I recently got myself into short forms RPG as a GM and I really love the potential! I tried a short game (3 hours) and it went OK, but I am not quite satisfied yet. I need more practice, that's for sure, but there are parts where I don't know how to improve, and that's where I need your help.
The system I'm using is a personal design by myself and my group, not an established system. It has quick rules, a d20 for actions (with a consistent but not fixed outcome), and a lot of improvisation and flexibility from the GM. World is realist, but not too much: quite like an action movie, so if jumping though a window adds to the scene, only a bit of damage will be done.
A specific problem: a fast paced pursuit (20-25 min)

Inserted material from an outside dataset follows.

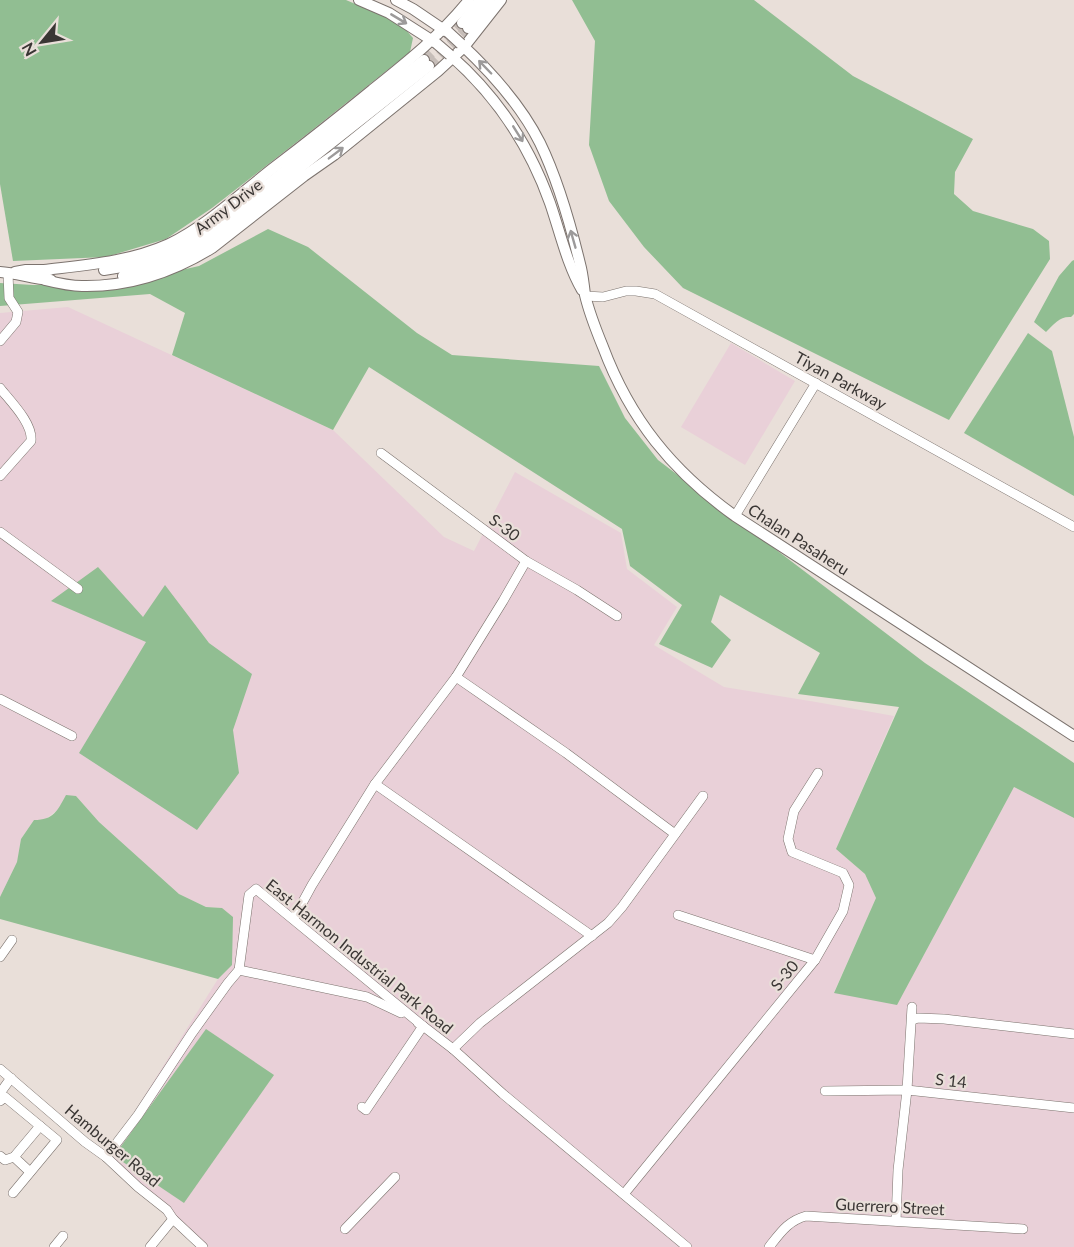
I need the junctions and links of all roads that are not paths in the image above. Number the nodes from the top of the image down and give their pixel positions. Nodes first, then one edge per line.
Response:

In one of the scenes of my game the PCs met a enemy NPC with valuable information. The NPC managed to get away and fled into the city.
I wanted this scene to be as great as pursuit scenes from action movies—fast paced, intense, challenging, leaving them short on breath in real life.
My approach: 1 minute hourglass, 1d20 for actions
I give a brief description of the scene to the group, turn the hourglass, let them decide what they do, and when the minute is over I move game time forward (e.g., make the NPC run, or attack them while fleeing).
Outcome: The feeling of being in a hurry worked well at the beginning, but they adapted by giving really short actions ("I run", "I jump", "I attack").
Reaction: As it was boring I decided to let them describe their actions more ("How?")
Outcome #2: More creative answers, less boring, but we totally lost the rhythm and it became a turn-by-turn RPG scene, definitely not what I intended.
I feel the group can manage to be creative while being stressed but as a GM I wasn't able to obtain the scene I wanted. How can I get the best of both worlds: fast paced action scenes and creative actions from the group? Props (a clock, time-tokens?), techniques (words, tone?) or just more practice?